[EXERCISE PROMPT]
Tally how many lines of these entries hold the string "tspan". Return the number alone.

━━━━━━━━━━

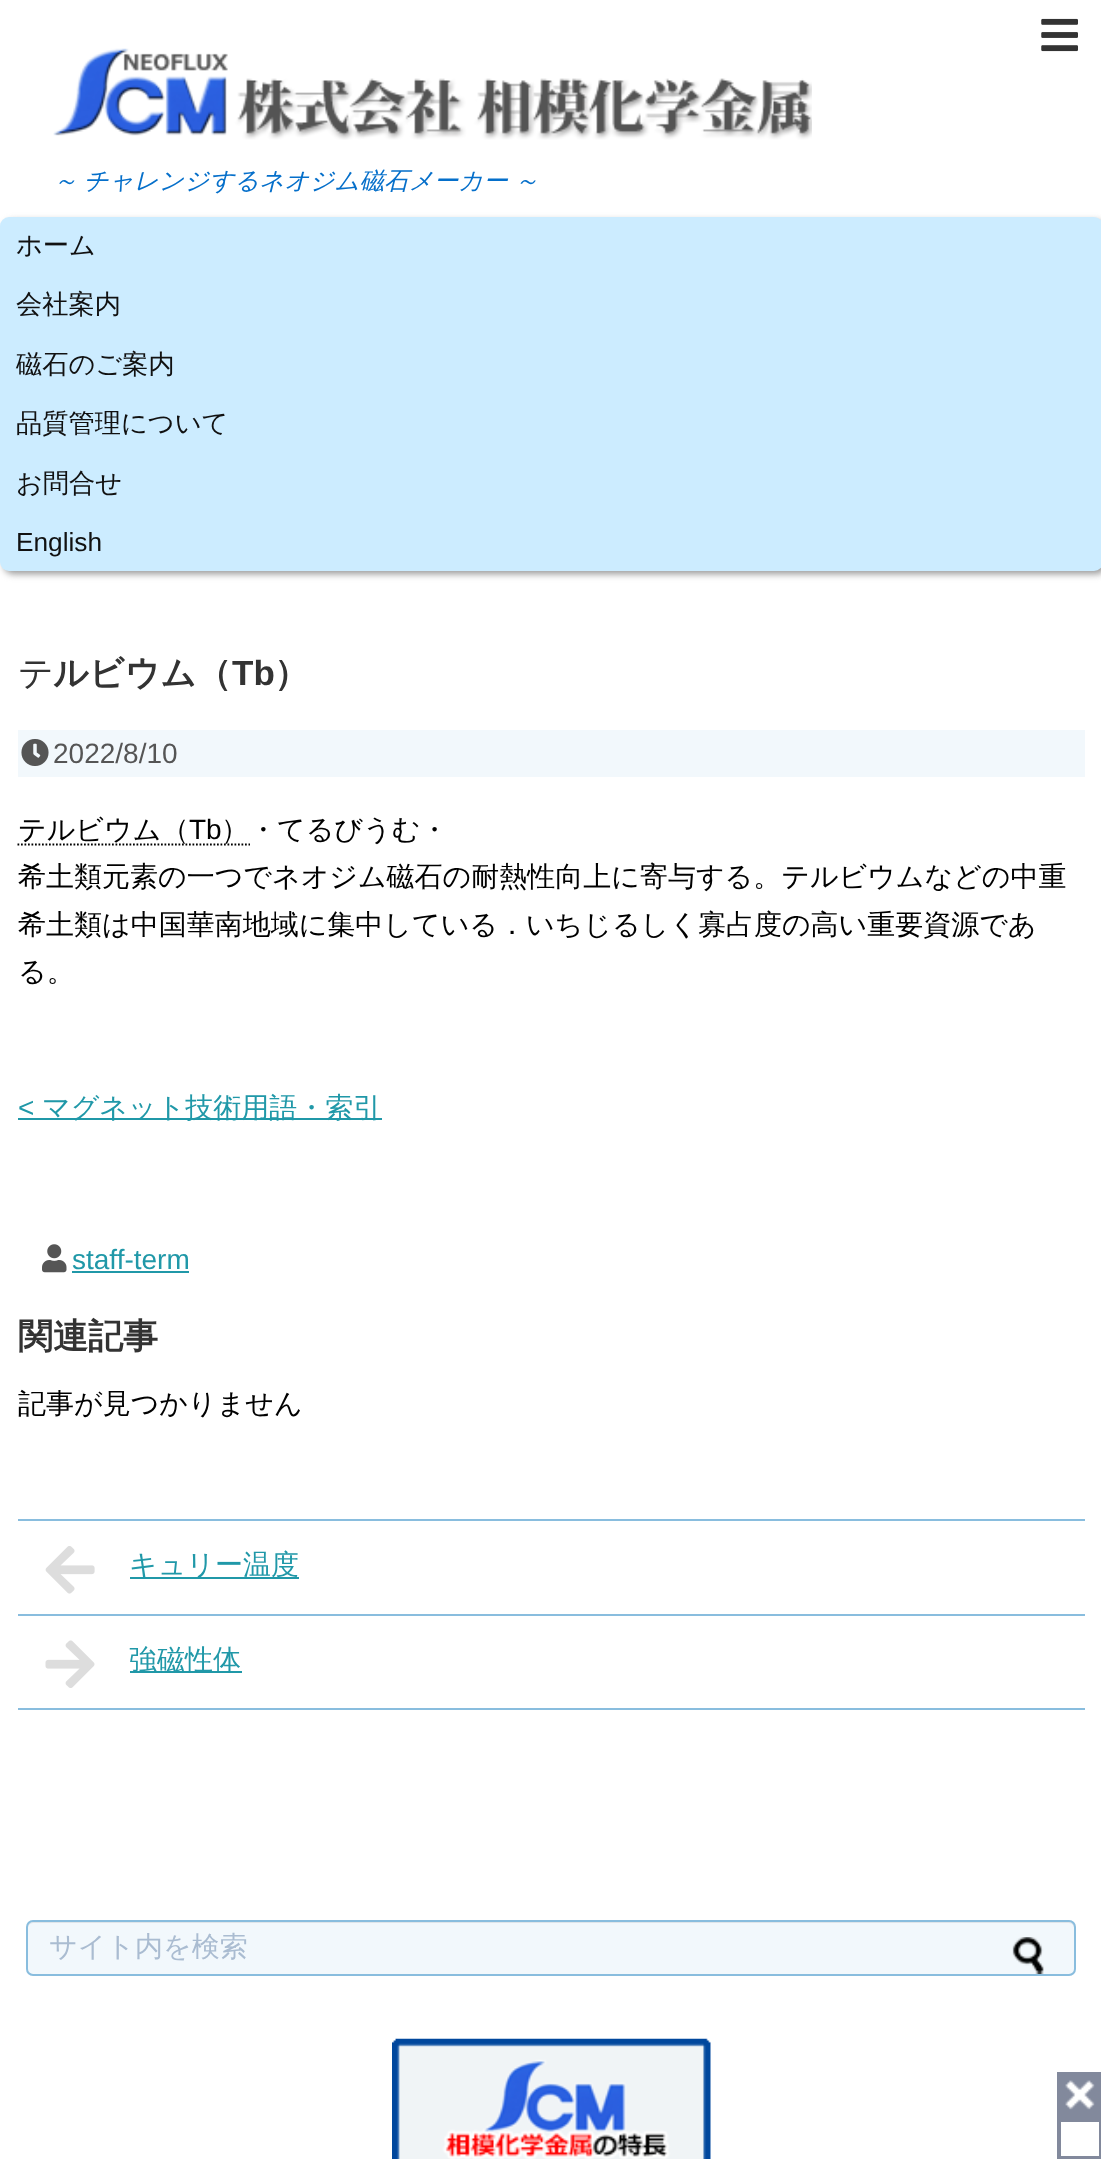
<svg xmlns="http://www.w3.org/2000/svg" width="1101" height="2159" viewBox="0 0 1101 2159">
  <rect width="100%" height="100%" fill="rgb(255,255,255)"/>
  <image x="1041" y="18" width="37" height="34" href="pic1.png"/>
  <image x="53" y="48" width="759" height="92" href="pic2.png"/>
  <text x="53" y="189" word-spacing="-1" font-family="WenQuanYi Zen Hei" font-size="24.5" font-weight="500" font-style="italic" fill="rgb(5,111,202)">～ チャレンジするネオジム磁石メーカー ～</text>
  <rect x="4" y="221" width="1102" height="353" rx="9" fill="rgb(152,152,152)" filter="blur(3.5px)"/>
  <rect x="0" y="217" width="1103" height="354" rx="9" fill="rgb(204,236,255)"/>
  <g font-family="WenQuanYi Zen Hei" font-size="26.25" font-weight="500" fill="rgb(17,17,17)">
    <text x="16" y="254">ホーム</text>
    <text x="16" y="313">会社案内</text>
    <text x="16" y="373">磁石のご案内</text>
    <text x="16" y="432">品質管理について</text>
    <text x="16" y="492">お問合せ</text>
  </g>
  <text x="16" y="551" font-family="Liberation Sans" font-size="26.25" fill="rgb(17,17,17)">English</text>
  <text x="18" y="685" font-family="Noto Sans" font-size="35" font-weight="100" fill="rgb(51,51,51)">テ</text>
  <text x="53" y="685" font-family="WenQuanYi Zen Hei" font-size="35" font-weight="bold" fill="rgb(51,51,51)">ルビウム（</text>
  <text x="232" y="685" font-family="Liberation Sans" font-size="35" font-weight="bold" fill="rgb(51,51,51)">Tb</text>
  <text x="274" y="685" font-family="WenQuanYi Zen Hei" font-size="35" font-weight="bold" fill="rgb(51,51,51)">）</text>
  <rect x="18" y="730" width="1067" height="47" fill="rgb(242,248,252)"/>
  <image x="21" y="739" width="28" height="27" href="pic3.png"/>
  <text x="53" y="763" font-family="Liberation Sans" font-size="28" fill="rgb(85,85,85)">2022/8/10</text>
  <path d="M17.5 844.5H250" fill="none" stroke="rgb(0,0,0)" stroke-width="1.8" stroke-dasharray="1.75 1.75"/>
  <text x="18" y="839" font-family="WenQuanYi Zen Hei" font-size="28" font-weight="500" fill="rgb(0,0,0)">テルビウム（</text>
  <text x="189" y="839" font-family="Liberation Sans" font-size="28" fill="rgb(0,0,0)">Tb</text>
  <g font-family="WenQuanYi Zen Hei" font-size="28" font-weight="500" fill="rgb(0,0,0)">
    <text x="221" y="839">）・てるびうむ・</text>
    <text>
      <tspan x="18" y="886">希土類元素の一つでネオジム磁石の耐熱性向上に寄与する。テルビウムなどの中重</tspan>
      <tspan x="18" y="934">希土類は中国華南地域に集中している．いちじるしく寡占度の高い重要資源であ</tspan>
      <tspan x="18" y="981">る。</tspan>
    </text>
  </g>
  <text x="18" y="1117" font-family="Liberation Sans" font-size="28" fill="rgb(32,152,168)">&lt;</text>
  <rect x="18" y="1118" width="364" height="2" fill="rgb(32,152,168)"/>
  <text x="42" y="1117" font-family="WenQuanYi Zen Hei" font-size="28" font-weight="500" fill="rgb(32,152,168)">マグネット技術用語・索引</text>
  <image x="42" y="1244" width="25" height="29" href="pic4.png"/>
  <text x="72" y="1269" font-family="Liberation Sans" font-size="28" fill="rgb(32,152,168)">staff-term</text>
  <rect x="72" y="1271" width="117" height="2" fill="rgb(32,152,168)"/>
  <text x="18" y="1348" font-family="WenQuanYi Zen Hei" font-size="35" font-weight="bold" fill="rgb(51,51,51)">関連記事</text>
  <text x="18" y="1413" font-family="WenQuanYi Zen Hei" font-size="28" font-weight="500" fill="rgb(0,0,0)">記事が見つかりません</text>
  <rect x="18" y="1519" width="1067" height="2" fill="rgb(137,189,222)"/>
  <rect x="18" y="1614" width="1067" height="2" fill="rgb(137,189,222)"/>
  <image x="45" y="1546" width="50" height="48" href="pic5.png"/>
  <rect x="130" y="1577" width="169" height="2" fill="rgb(32,152,168)"/>
  <text x="129" y="1574" font-family="WenQuanYi Zen Hei" font-size="28" font-weight="500" fill="rgb(32,152,168)">キュリー温度</text>
  <rect x="18" y="1708" width="1067" height="2" fill="rgb(137,189,222)"/>
  <image x="45" y="1640" width="50" height="48" href="pic6.png"/>
  <rect x="130" y="1671" width="112" height="2" fill="rgb(32,152,168)"/>
  <text x="129" y="1669" font-family="WenQuanYi Zen Hei" font-size="28" font-weight="500" fill="rgb(32,152,168)">強磁性体</text>
  <rect x="26" y="1920" width="1050" height="56" rx="7" fill="rgb(242,248,252)"/>
  <path d="M33 1923H1069C1072 1923 1074 1926 1074 1928V1970V1973C1074 1972 1075 1970 1075 1969V1927C1075 1924 1073 1922 1070 1922H33C30 1922 28 1924 28 1927V1928C28 1926 30 1923 33 1923Z" fill="rgb(224,229,233)"/>
  <rect x="27" y="1921" width="1048" height="54" rx="6" fill="none" stroke="rgb(137,189,222)" stroke-width="2"/>
  <text x="49" y="1956" font-family="WenQuanYi Zen Hei" font-size="28" font-weight="500" fill="rgb(170,188,209)">サイト内を検索</text>
  <image x="1012" y="1937" width="32" height="37" href="pic7.png"/>
  <image x="392" y="2038" width="319" height="121" href="pic8.png"/>
  <rect x="1057" y="2072" width="44" height="46" fill="rgb(130,137,156)"/>
  <image x="1065" y="2080" width="30" height="30" href="pic9.png"/>
  <rect x="1059" y="2120" width="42" height="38" fill="none" stroke="rgb(130,137,156)" stroke-width="4"/>
</svg>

━━━━━━━━━━

[SOLVED PROBLEM]
3